To me this seems to be identical to this:

Code: Select all

...
put fld 1 into tEs
delete line 1 to 2 of tEs
repeat for each line tLine in tEs
  put item 2 of tLine & CR after tTwos
end repeat
delete char -1 ot tTwos
put tTwos
...
Or am I missing something obvious?


Best

Klaus

Re: faster way?

Posted: Sun Dec 26, 2010 4:13 pm
by adventuresofgreg
Hi Klaus and Dixie:

Here is a sample of the exact script that is too slow:

on mouseUp
put 1 into x
put fld "ES" into pricedata

repeat for the number of lines of pricedata
put item 5 of line x of pricedata + item 4 of line x-6 of pricedata & comma after xtheprice
add 1 to x
end repeat

put xtheprice into fld "console"
end mouseUp

The way to speed up these kinds of repeat functions is to use "repeat for each line thisline in Pricedata", but that only works on ONE line at a time. In other words, you can't reference another line which is offset from "thisline" - and therefore I have to revert back to the SLOW way of doing it. Any suggestions?

Thanks,
Greg

Re: faster way?

Posted: Sun Dec 26, 2010 5:26 pm
by FourthWorld
There are many ways to solve such problems, but I'm curious: why is it you want to compare data that's six lines apart? Will that ever change? Might there be some times when you want to compare things that are three lines apart, or five, or seven?

Re: faster way?

Posted: Sun Dec 26, 2010 10:38 pm
by adventuresofgreg
FourthWorld wrote:There are many ways to solve such problems, but I'm curious: why is it you want to compare data that's six lines apart? Will that ever change? Might there be some times when you want to compare things that are three lines apart, or five, or seven?
Yes - the number of lines apart, and the item numbers are all variables that may change in my script. My issue is that running a script that deals with actual line numbers runs VERY slow compared to a script that uses "repeat for each line"

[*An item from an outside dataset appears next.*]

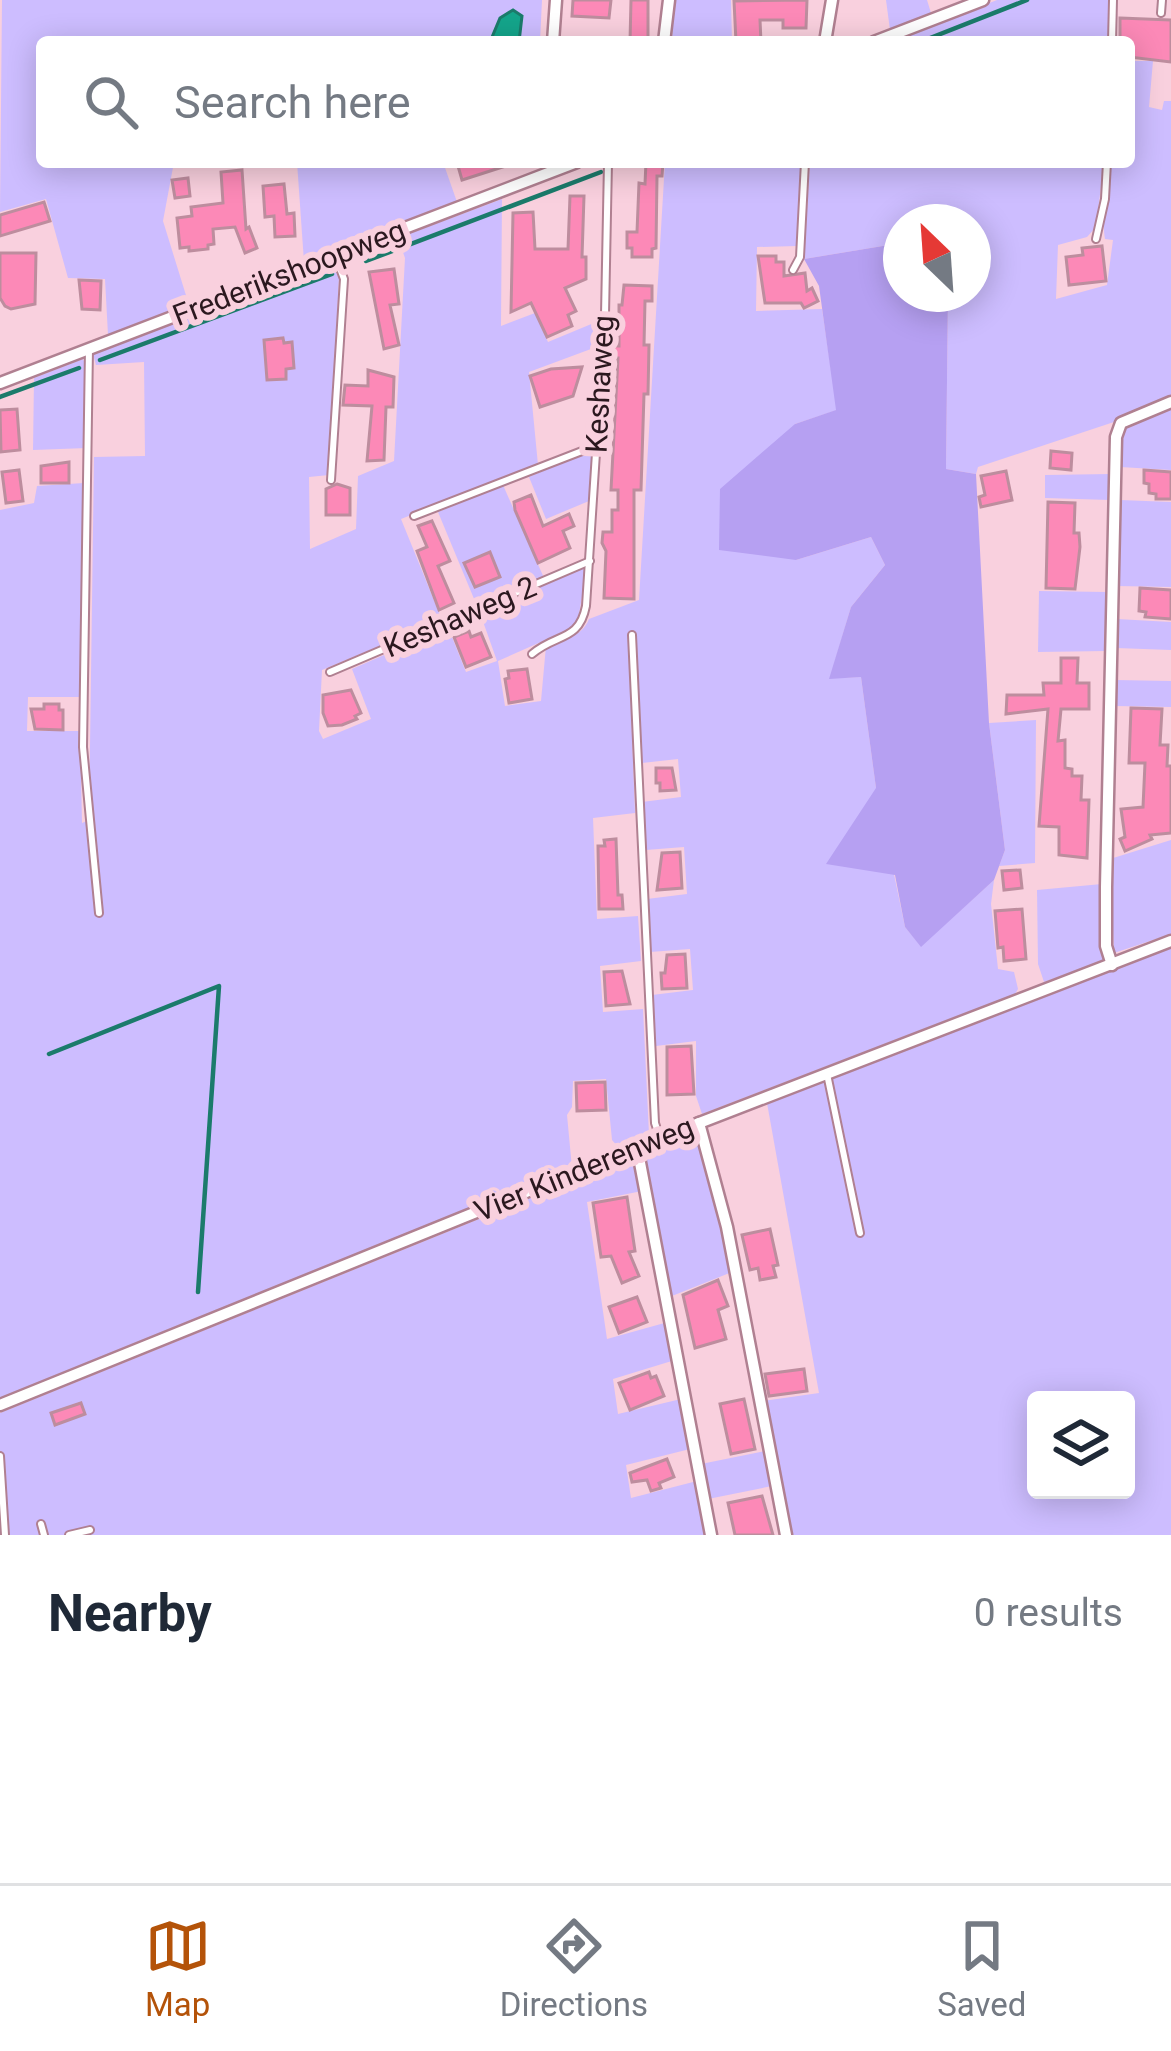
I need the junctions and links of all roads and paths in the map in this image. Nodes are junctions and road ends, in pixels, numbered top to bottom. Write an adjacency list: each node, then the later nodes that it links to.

So - to review my problem:

This method is SLOW:
repeat for the number of lines of holder
do anything with items in line x of holder
put x+1 into x
end repeat
This method is FAST:
repeat for each line thisline in holder
do anything with items in the line thisline
end repeat
The problem is that when using the FAST method, I cannot refer to any other line aside from the current THISLINE. If I keep track of the line number (like using a variable like x), then it runs SLOW like the first example.

Re: faster way?

Posted: Sun Dec 26, 2010 11:24 pm
by bn
Greg,

I dont get how you would get line number x - 6 if x is below x but that is what you wrote. I you would have posted just some lines of example data it would be easier to help you.

I propose to make an array for every line of your data which is actually quite fast. The key of the array is the 'linenumber'

Then you do your repeat for each line stuff on pricedata.

The code would be something like this. ( it is not tested since you did not provide testdata)

Code: Select all

on mouseUp
   put field "ES" into priceData
   
   -- first put every line of priceData into an array
   -- here you could just as well put just the item of interest, that is up to you
   put 0 into tCounter
   repeat for each line aLine in priceData
      add 1 to tCounter
      put aLine into tArray[tCounter]
   end repeat
   
   -- now do the repeat for each line aLine in priceData
   put 0 into x
   repeat for each line aLine in priceData
      add 1 to tCounter
      -- how you would want to get at line x - 6 if x is lets say 1 is your secret, but that is what you 
      --  wrote in code. Adjust if I got it wrong.
      put item 5 of aLine + item 4 of tArray[x - 6] & comma after xtheprice
   end repeat
   delete last char of xtheprice
   put xtheprice into field "console"
end mouseUp
should be a lot faster than looking up the line number 20000 times and then get the item of interest.